The tower, which sits within Cleland National Park, was built in 1980 and initially staffed by National Parks and Wildlife Service officers. The Country Fire Service took over responsibility for the tower in 1987, recruiting a paid staff of three fire spotters on a contract basis who between them maintained an eight-hour watch for the entire Fire Danger Season from 1 December to 30 April. The spotting crew typically reported close to 200 sightings per season. In the mid-1990s a volunteer unit was established specifically to operate the fire tower, and this was then formally recognised as a Country Fire Service brigade in November 2000.

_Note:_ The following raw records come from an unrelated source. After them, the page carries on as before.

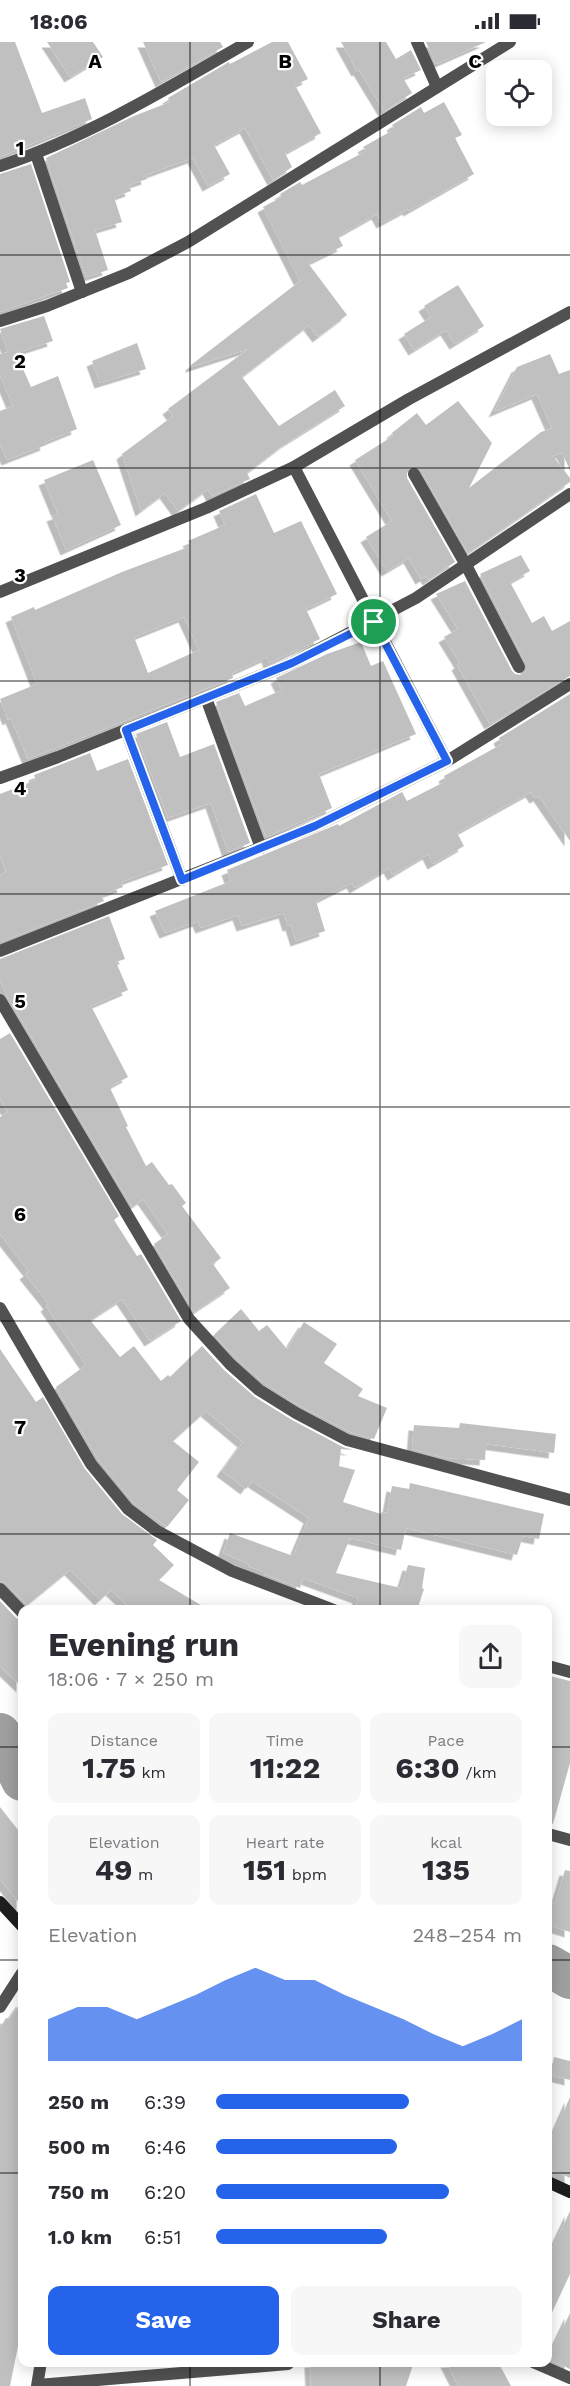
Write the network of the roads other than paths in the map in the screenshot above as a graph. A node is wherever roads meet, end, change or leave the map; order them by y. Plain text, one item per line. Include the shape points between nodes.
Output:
1 (248, 42) edge
2 (417, 42) edge
3 (510, 42) edge
4 (437, 87) junction
5 (36, 154) junction
6 (0, 166) edge
7 (82, 292) junction
8 (570, 312) edge
9 (0, 321) edge
10 (294, 467) junction
11 (414, 474) dead end
12 (570, 494) edge
13 (466, 565) junction
14 (0, 592) edge
15 (374, 622) junction
16 (519, 667) dead end
17 (570, 684) edge
18 (206, 698) junction
19 (126, 730) junction
20 (447, 761) junction
21 (0, 778) edge
22 (261, 848) junction
23 (182, 880) junction
24 (0, 951) edge
25 (0, 1000) edge
26 (0, 1308) edge
27 (570, 1500) edge
28 (0, 1590) edge
29 (321, 1605) edge
30 (18, 1608) edge
31 (552, 1667) edge
32 (570, 1672) edge
33 (552, 1835) edge
34 (570, 1839) edge
35 (0, 1902) edge
36 (18, 1922) edge
37 (18, 1979) edge
38 (0, 2007) edge
39 (552, 2184) edge
40 (570, 2192) edge
41 (40, 2367) edge
42 (254, 2367) edge
43 (545, 2367) edge
44 (570, 2378) edge
45 (38, 2386) edge

1 - 5 street via 150,98
2 - 4 street
3 - 4 street
4 - 7 street via 188,242
5 - 6 street
5 - 7 street
7 - 9 street
8 - 10 street
10 - 14 street via 206,508
10 - 15 street
11 - 13 street
12 - 13 street
13 - 15 street
13 - 16 street
15 - 18 street via 292,663
15 - 20 street
17 - 20 street
18 - 19 street
18 - 22 street
19 - 21 street
19 - 23 street
20 - 22 street
22 - 23 street
23 - 24 street
25 - 27 street via 189,1318 259,1390 347,1440
26 - 29 street via 91,1464 128,1509 157,1532 232,1571
28 - 30 street
31 - 32 street
33 - 34 street
35 - 36 street
37 - 38 street
39 - 40 street
41 - 45 street
42 - 45 street
43 - 44 street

== Ash Wednesday, February 1983 ==
The National Parks and Wildlife Service crew who staff the tower during the Ash Wednesday fires on 16 February 1983 later recalled the ferocity with which the fire came tearing up through Cleland Conservation Park towards them. The main fire that day started at nearby Mount Osmond and reached the summit of Mount Lofty well within an hour (a typical bushfire would take several hours to cover this same distance). Visibility was obscured due to severe dust storms generated by the strong winds, and the crew only evacuated the tower as the fire was literally at their doorstep. Although the steel structure of the tower survived intact, the windows of the 34m high tower were completely shattered. The spotters were forced to simply shelter in the carpark below as the fire passed over them.

== Australia Live broadcast ==
On 1 January 1988 the Mount Lofty Fire Tower was beamed live around Australia on Channel 9 television as part of the Australia Live broadcast to celebrate the Australian Bicentenary. The three members of the spotting crew appeared on the broadcast along with former Adelaide radio journalist Murray Nicoll, who received a Walkley Award for his live report from his own street in Greenhill as it burned around him during the Ash Wednesday fires in 1983. Following the Australia Live broadcast the three teenage members of the spotting crew appeared in several local media pieces and appeared in a two-page feature article in Woman's Day magazine.

== Tower safety concerns ==
During February 2009 with some of the hottest weather on record, this 34m tower, the focal point for all fire-spotting activities in the Mt Lofty region, was unstaffed. CFS members say new civilian communications antennas on top of the tower made it sway uncontrollably in wind. Two experienced fire spotters feared for their own safety before they walked down the spiral staircase to the ground.

The tower was re-opened after a years absence, and has been regularly staffed each fire season since by the Mount Lofty fire tower brigade of the CFS.